The authors did not state the overall number of studies that were included in the review, although 47 articles appear to have been included. There were 12 randomised controlled trials (RCTs) of exercise programmes to reduce falls; 5 prospective observational studies evaluating the association of usual physical activity with the risk of falling; 9 'prospective' studies and 17 case-control studies evaluating the association between physical activity and fracture; and 8 'other' studies examining the association of physical activity with other fracture sites commonly attributed to osteoporosis.
Physical activity and risk of fall.
The results from prospective, observational studies evaluating the association of usual physical activity with risk of falling were equivocal, although they may suggest a U-shaped association, in which the most inactive and active persons may be at highest risk. However, these inconsistent findings may be partially explained by differences in how physical activity was defined and measured. These observational studies also had several methodological limitations in terms of subjective measurement of physical activity and inadequate controlling for confounders.
The results from 12 RCTs of the use of exercise programmes to reduce falls were also mixed. Five of these studies were evaluated as part of a review by the Cochrane Collaboration on the use of various interventions to prevent falls in older people (see Other Publications of Related Interest). The authors concluded that exercise interventions alone were not effective in reducing the risk for falls among older adults. This review included 6 additional studies not included in the Cochrane review; of these, 4 found exercise training to be beneficial with regards to the risk of falls, whilst 2 found no benefit.
Physical activity and risk of hip fracture.
Most case-control studies of physical activity and hip fracture have shown that women with hip fractures are more likely to report being inactive in the recent past, and at earlier times in their lives, than the controls. The reductions in the odds of fracture among women engaging in moderate physical activity, compared with controls, typically ranged from 20 to 60%. However, analyses conducted among men, although reporting similar trends, tended to be underpowered. In addition, all of the studies were vulnerable to the potential biases inherent in the case-control design.
At least 8 prospective studies evaluated the association between physical activity and hip fracture risk, of which 6 found significant risk reductions among either men or women. There was variation between these studies in terms of the type of physical exercise and the overall relative risk of hip fracture. Nevertheless, the consistency, magnitude of effect, and diversity of populations across these prospective studies suggested that a physically active lifestyle can help reduce the incidence of hip fractures in the population.

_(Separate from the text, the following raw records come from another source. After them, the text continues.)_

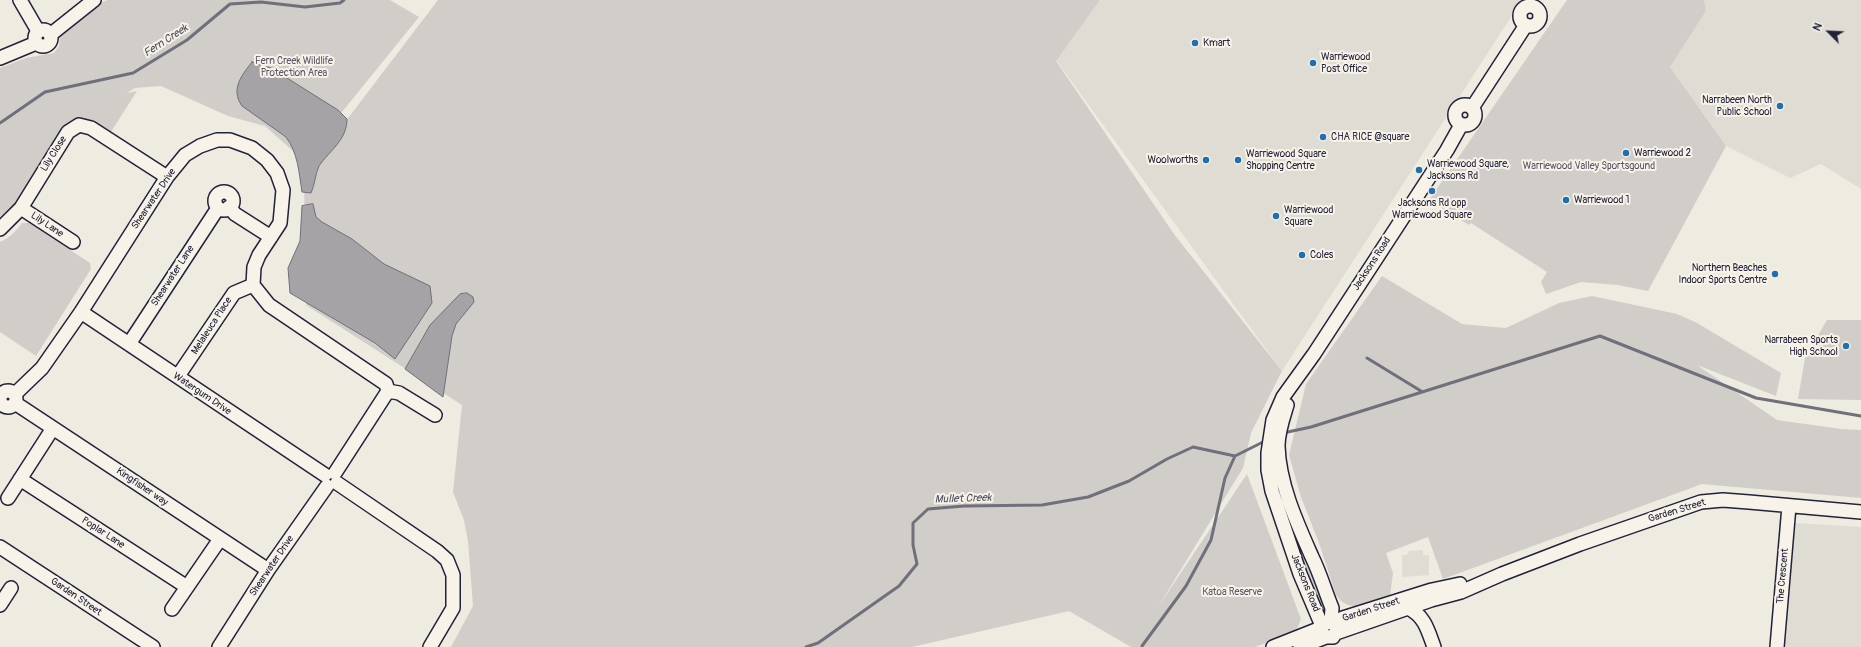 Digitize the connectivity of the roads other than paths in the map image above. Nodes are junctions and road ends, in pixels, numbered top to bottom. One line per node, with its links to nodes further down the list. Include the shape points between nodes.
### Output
1 (20, 0): 4 (street)
2 (94, 0): 4 (street)
3 (1540, 4): 19 (street, Jacksons Road, via 1522,10 1520,17 1526,25 1472,108 1476,115 1475,119 1469,125 1461,125 1314,354 1293,382 1278,420 1279,434)
4 (41, 36): 5 (street)
5 (0, 58)
6 (167, 177): 7 (street, Lily Close, via 91,128 79,125 68,132); 9 (street, Shearwater Drive, via 185,155 217,140 230,140 252,148 267,160 277,173 283,190 280,223); 12 (street, Shearwater Drive)
7 (21, 208): 8 (street, Lily Close); 10 (street, Lily Lane)
8 (0, 229)
9 (270, 237): 11 (street, Shearwater Drive, via 254,267); 13 (street, Shearwater Lane, via 224,208)
10 (72, 242)
11 (253, 285): 14 (street, Melaleuca Place, via 234,293); 15 (street, via 269,305 373,374 386,384)
12 (80, 312): 13 (street, Watergum Drive); 16 (street, Shearwater Drive, via 42,368)
13 (129, 344): 14 (street, Watergum Drive)
14 (178, 376): 21 (street, Watergum Drive)
15 (388, 391): 17 (street, via 398,393); 21 (street, Shearwater Drive)
16 (6, 398): 18 (street, Kingfisher way)
17 (434, 415)
18 (53, 428): 20 (street); 25 (street, Kingfisher way)
19 (1273, 450): 36 (street, Jacksons Road, via 1285,488 1332,608); 36 (street, Jacksons Road, via 1268,470 1272,491 1292,552)
20 (20, 479): 22 (street); 29 (street, Poplar Lane)
21 (331, 479): 27 (street, Shearwater Drive); 39 (street, Watergum Drive, via 447,560 453,575 453,608)
22 (8, 498)
23 (1789, 506): 24 (street, Garden Street); 28 (street, Garden Street, via 1723,500 1700,502); 43 (street, The Crescent)
24 (1861, 512)
25 (220, 539): 27 (street, Kingfisher way); 29 (street)
26 (0, 546): 37 (street, Garden Street)
27 (268, 570): 38 (street, Shearwater Drive)
28 (1502, 574): 31 (street, Garden Street, via 1461,592); 36 (street, Garden Street, via 1432,590)
29 (186, 587): 34 (street)
30 (11, 588): 32 (street)
31 (1431, 600): 33 (street, Garden Street); 35 (street)
32 (0, 605)
33 (1408, 608): 35 (street, via 1419,614); 36 (street, Garden Street)
34 (172, 609)
35 (1424, 621): 42 (street)
36 (1330, 627): 40 (street, Garden Street); 41 (street, Garden Street)
37 (152, 647)
38 (219, 647)
39 (430, 647)
40 (1273, 647)
41 (1300, 647)
42 (1434, 647)
43 (1777, 647) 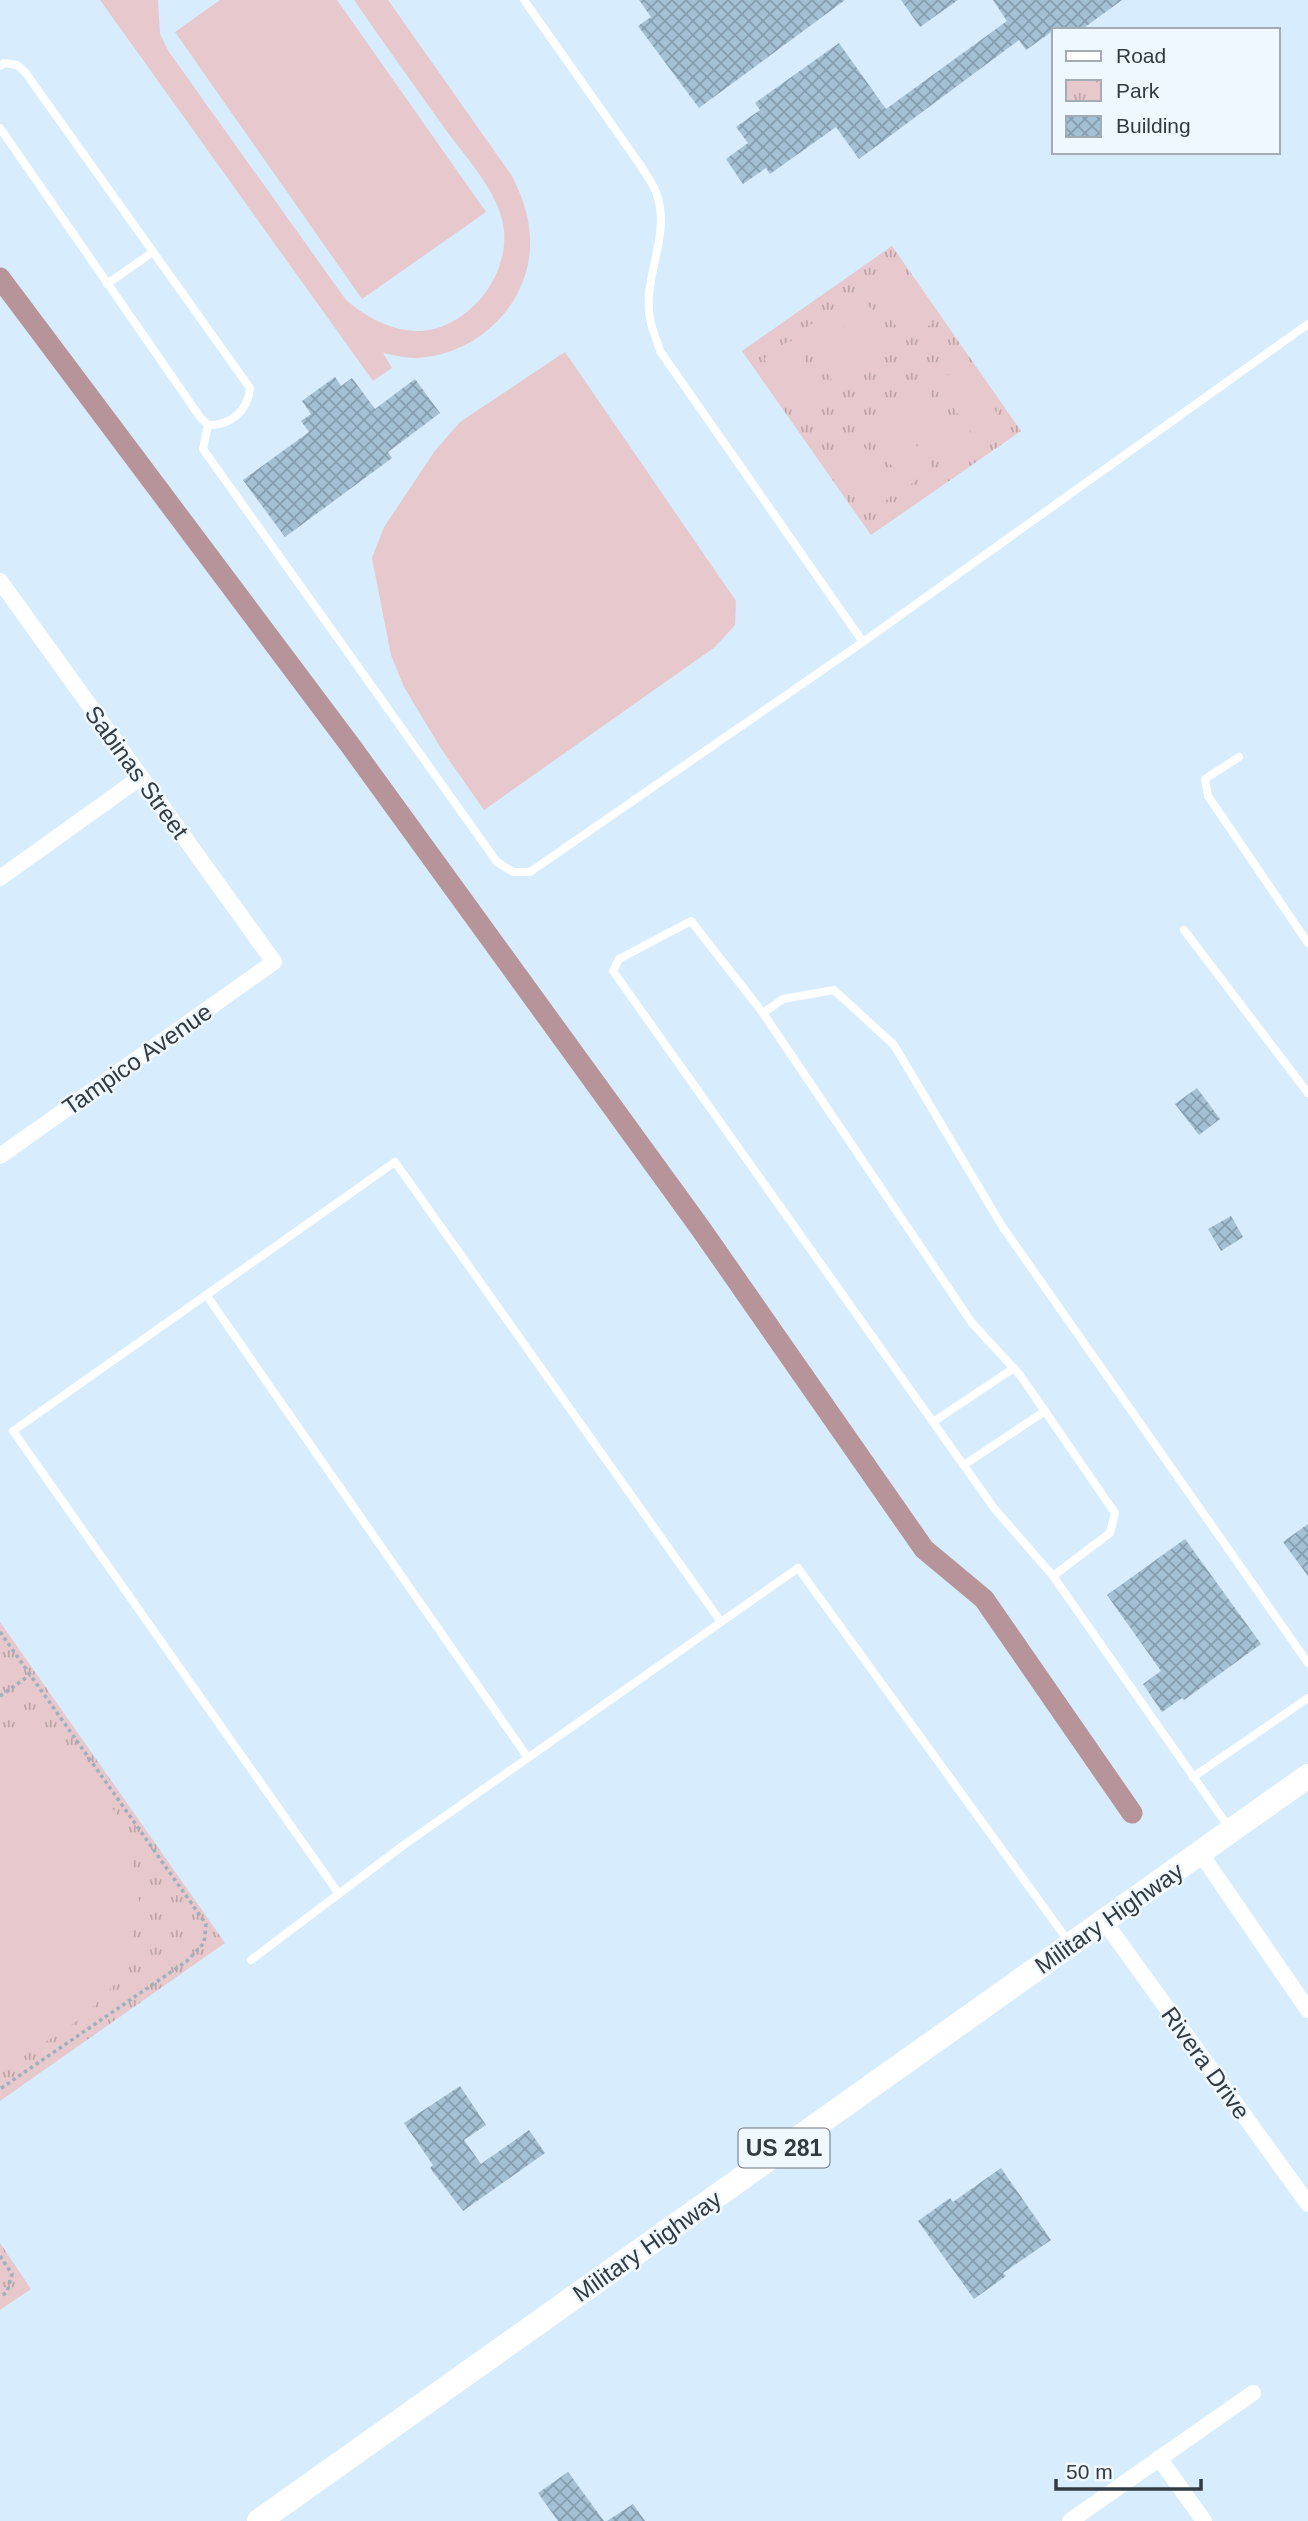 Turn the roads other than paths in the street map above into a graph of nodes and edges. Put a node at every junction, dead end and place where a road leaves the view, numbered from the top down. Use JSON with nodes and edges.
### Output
{"nodes":[{"id":1,"x":524,"y":0,"type":"edge"},
{"id":2,"x":0,"y":66,"type":"edge"},
{"id":3,"x":0,"y":128,"type":"edge"},
{"id":4,"x":153,"y":251,"type":"junction"},
{"id":5,"x":107,"y":284,"type":"junction"},
{"id":6,"x":1308,"y":324,"type":"edge"},
{"id":7,"x":208,"y":425,"type":"junction"},
{"id":8,"x":3,"y":592,"type":"edge"},
{"id":9,"x":863,"y":642,"type":"junction"},
{"id":10,"x":1239,"y":757,"type":"dead end"},
{"id":11,"x":141,"y":777,"type":"junction"},
{"id":12,"x":0,"y":878,"type":"edge"},
{"id":13,"x":1184,"y":930,"type":"dead end"},
{"id":14,"x":1308,"y":943,"type":"edge"},
{"id":15,"x":274,"y":962,"type":"joint"},
{"id":16,"x":763,"y":1013,"type":"junction"},
{"id":17,"x":1308,"y":1093,"type":"edge"},
{"id":18,"x":0,"y":1156,"type":"edge"},
{"id":19,"x":207,"y":1296,"type":"junction"},
{"id":20,"x":1014,"y":1368,"type":"junction"},
{"id":21,"x":1045,"y":1411,"type":"junction"},
{"id":22,"x":933,"y":1422,"type":"junction"},
{"id":23,"x":964,"y":1465,"type":"junction"},
{"id":24,"x":1053,"y":1576,"type":"junction"},
{"id":25,"x":721,"y":1622,"type":"junction"},
{"id":26,"x":1308,"y":1663,"type":"edge"},
{"id":27,"x":1308,"y":1698,"type":"edge"},
{"id":28,"x":528,"y":1758,"type":"junction"},
{"id":29,"x":1308,"y":1776,"type":"edge"},
{"id":30,"x":1194,"y":1777,"type":"junction"},
{"id":31,"x":1232,"y":1831,"type":"junction"},
{"id":32,"x":1201,"y":1854,"type":"junction"},
{"id":33,"x":339,"y":1894,"type":"junction"},
{"id":34,"x":1104,"y":1921,"type":"junction"},
{"id":35,"x":1070,"y":1944,"type":"junction"},
{"id":36,"x":251,"y":1960,"type":"dead end"},
{"id":37,"x":1308,"y":2010,"type":"edge"},
{"id":38,"x":1308,"y":2204,"type":"edge"},
{"id":39,"x":1253,"y":2393,"type":"dead end"},
{"id":40,"x":1159,"y":2458,"type":"junction"},
{"id":41,"x":259,"y":2521,"type":"edge"},
{"id":42,"x":1070,"y":2521,"type":"edge"},
{"id":43,"x":1204,"y":2521,"type":"edge"}],
"edges":[{"from":1,"to":9,"type":"lane"},
{"from":2,"to":4,"type":"lane"},
{"from":3,"to":5,"type":"lane"},
{"from":4,"to":5,"type":"lane"},
{"from":4,"to":7,"type":"lane"},
{"from":5,"to":7,"type":"lane"},
{"from":6,"to":9,"type":"lane"},
{"from":7,"to":9,"type":"lane"},
{"from":8,"to":11,"type":"street","name":"Sabinas Street"},
{"from":10,"to":14,"type":"lane"},
{"from":11,"to":12,"type":"street"},
{"from":11,"to":15,"type":"street","name":"Sabinas Street"},
{"from":13,"to":17,"type":"lane"},
{"from":15,"to":18,"type":"street","name":"Tampico Avenue"},
{"from":16,"to":20,"type":"lane"},
{"from":16,"to":22,"type":"lane"},
{"from":16,"to":26,"type":"lane"},
{"from":19,"to":25,"type":"lane"},
{"from":19,"to":28,"type":"lane"},
{"from":19,"to":33,"type":"lane"},
{"from":20,"to":21,"type":"lane"},
{"from":20,"to":22,"type":"lane"},
{"from":21,"to":23,"type":"lane"},
{"from":21,"to":24,"type":"lane"},
{"from":22,"to":23,"type":"lane"},
{"from":23,"to":24,"type":"lane"},
{"from":24,"to":30,"type":"lane"},
{"from":25,"to":28,"type":"lane"},
{"from":25,"to":35,"type":"lane"},
{"from":27,"to":30,"type":"lane"},
{"from":28,"to":33,"type":"lane"},
{"from":29,"to":31,"type":"main road","name":"Military Highway","number":"US 281"},
{"from":30,"to":31,"type":"lane"},
{"from":31,"to":32,"type":"main road","name":"Military Highway","number":"US 281"},
{"from":32,"to":34,"type":"main road","name":"Military Highway","number":"US 281"},
{"from":32,"to":37,"type":"street"},
{"from":33,"to":36,"type":"lane"},
{"from":34,"to":35,"type":"main road","name":"Military Highway","number":"US 281"},
{"from":34,"to":38,"type":"street","name":"Rivera Drive"},
{"from":35,"to":41,"type":"main road","name":"Military Highway","number":"US 281"},
{"from":39,"to":40,"type":"street"},
{"from":40,"to":42,"type":"street"},
{"from":40,"to":43,"type":"street"}]}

Other osteoporotic fracture sites.
Few epidemiologic studies have examined the association of physical activity with other fracture sites commonly attributed to osteoporosis. One prospective study showed that among women, but not men, high levels of physical activity were related to a significant 50% increased risk of non-weight-bearing fracture sites; these included the wrist, proximal humerus, hand and finger. One case-control study conducted among European residents found that women who walked at least 30 minutes a day significantly reduced their odds of vertebral fracture by 20%; there were no significant findings among men. Another prospective study found that women who engaged in high-intensity activities, such as tennis and aerobics, were 33% less likely to have a vertebral fracture than those who did not. There were no overall significant findings for the remaining studies of these fracture sites.